Le Protocole facultatif établit un système de visites préventives régulières à l’ensemble des lieux de privation de liberté par des experts nationaux et internationaux indépendants qui ,à l’issue de ces visites ,présentent des recommandations aux États parties afin d'améliorer le système de privation de liberté et mieux prévenir la torture et autres mauvais traitements. La ratification du Protocole facultatif entraînerait trois obligations principales pour la Mauritanie:
-Établir un Mécanisme national de prévention (MNP) indépendant et efficace avec le mandat d'effectuer des visites régulières à tous les lieux de privation de liberté, et publier les rapports annuels du MNP. La Mauritanie peut choisir de désigner des organismes existants, par exemple la Commission Nationale des Droits de l’Homme, ou en créer un ou plusieurs nouveaux pour exercer le mandat de MNP. Le séminaire portant plaidoyer de ratification de l’OPCAT conjointement organisé par la CNDH, APT et l’Ambassade de France à Nouakchott en Mars 2012 avait abouti à la conclusion de loger un tel mécanisme à la CNDH à l’instar de la majorité des Etats parties à l’OPCAT.

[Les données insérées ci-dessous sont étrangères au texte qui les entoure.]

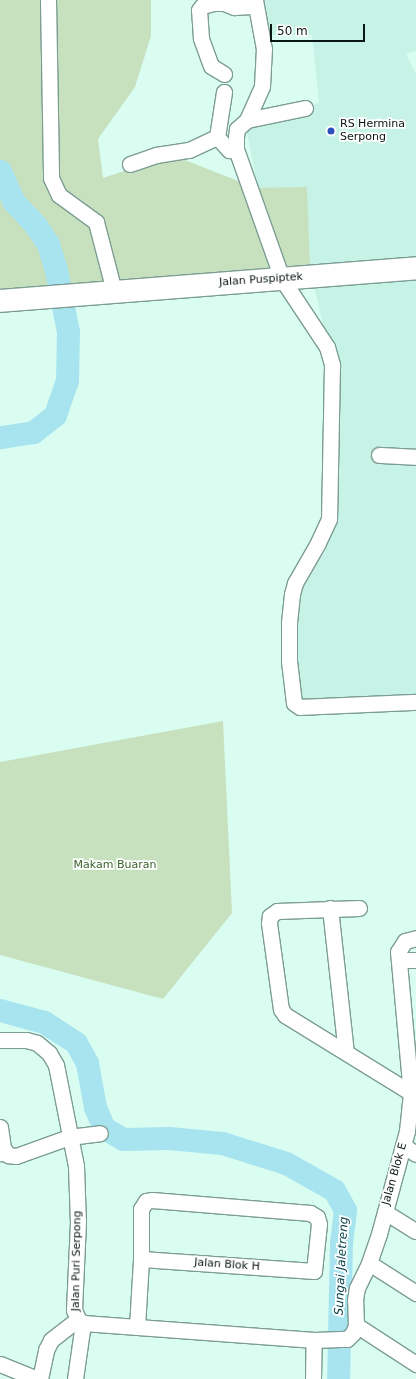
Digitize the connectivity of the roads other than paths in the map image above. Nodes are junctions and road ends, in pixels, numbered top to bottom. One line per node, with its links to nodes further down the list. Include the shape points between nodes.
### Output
1 (48, 0): 12 (street, via 51,178 59,195 96,222)
2 (255, 2): 3 (street, via 251,6 234,8 224,3 214,3 202,6 199,10 201,38 211,66); 6 (street, via 264,49 262,86)
3 (224, 74)
4 (224, 92): 7 (street)
5 (305, 108): 6 (street)
6 (247, 120): 8 (street, via 237,129)
7 (217, 137): 8 (street, via 228,150); 9 (street, via 189,150)
8 (236, 149): 11 (street)
9 (130, 164)
10 (416, 268): 11 (main road, Jalan Puspiptek)
11 (282, 279): 12 (main road, Jalan Puspiptek); 16 (street, via 328,347 332,365 328,519 318,543 295,583 292,594 289,660 294,703 300,706)
12 (110, 291): 13 (main road, Jalan Puspiptek)
13 (0, 301)
14 (379, 455): 15 (street)
15 (416, 457)
16 (416, 702)
17 (330, 908): 18 (street); 23 (street); 23 (street, via 277,911 270,916 269,923 282,1011)
18 (358, 908)
19 (416, 938): 20 (street, via 405,941)
20 (401, 953): 21 (street); 24 (street, Jalan Blok E)
21 (416, 960)
22 (0, 1040): 27 (street, Jalan Puri Serpong, via 26,1040 37,1043 53,1058)
23 (346, 1052): 24 (street)
24 (414, 1095): 29 (street, Jalan Blok E, via 408,1131)
25 (0, 1128): 28 (street)
26 (100, 1133): 27 (street)
27 (69, 1137): 28 (street, via 16,1156 8,1155); 35 (street, Jalan Puri Serpong, via 77,1179 74,1310)
28 (2, 1150)
29 (410, 1150): 30 (street, Jalan Blok E)
30 (385, 1212): 31 (street); 33 (street, Jalan Blok E)
31 (416, 1230)
32 (141, 1259): 32 (street, Jalan Blok H, via 314,1271 319,1224 316,1216 310,1214 152,1200 143,1203 141,1209); 37 (street)
33 (369, 1263): 34 (street); 36 (street, Jalan Blok E, via 356,1294)
34 (416, 1293)
35 (81, 1321): 37 (street, Jalan Puri Serpong); 41 (street, via 51,1340); 42 (street)
36 (356, 1325): 38 (street, via 347,1339); 40 (street)
37 (137, 1327): 38 (street, Jalan Puri Serpong)
38 (318, 1340): 43 (street)
39 (0, 1364): 41 (street)
40 (416, 1364)
41 (38, 1379)
42 (75, 1379)
43 (313, 1379)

-Accepter les visites du Sous-comité des Nations Unies sur la prévention de la torture (SPT) à tous les lieux de privation de liberté (les rapports du SPT resteraient confidentiels sauf si la Mauritanie choisit de les publier). -Entrer dans un dialogue constructif avec le MNP et le SPT afin d'examiner leurs recommandations, avec l'objectif de prévenir la torture et les mauvais traitements.
La ratification de l’OPCAT devrait entraîner une harmonisation de la législation nationale avec les dispositions de ce protocole qui vient ainsi renforcer et justifier la pleine application de la convention internationale de 1984 contre la torture et autres peines ou traitements cruels, inhumains ou dégradants ratifiée par la Mauritanie en 2004.Cette convention ne prévoit aucune justification aux actes de torture.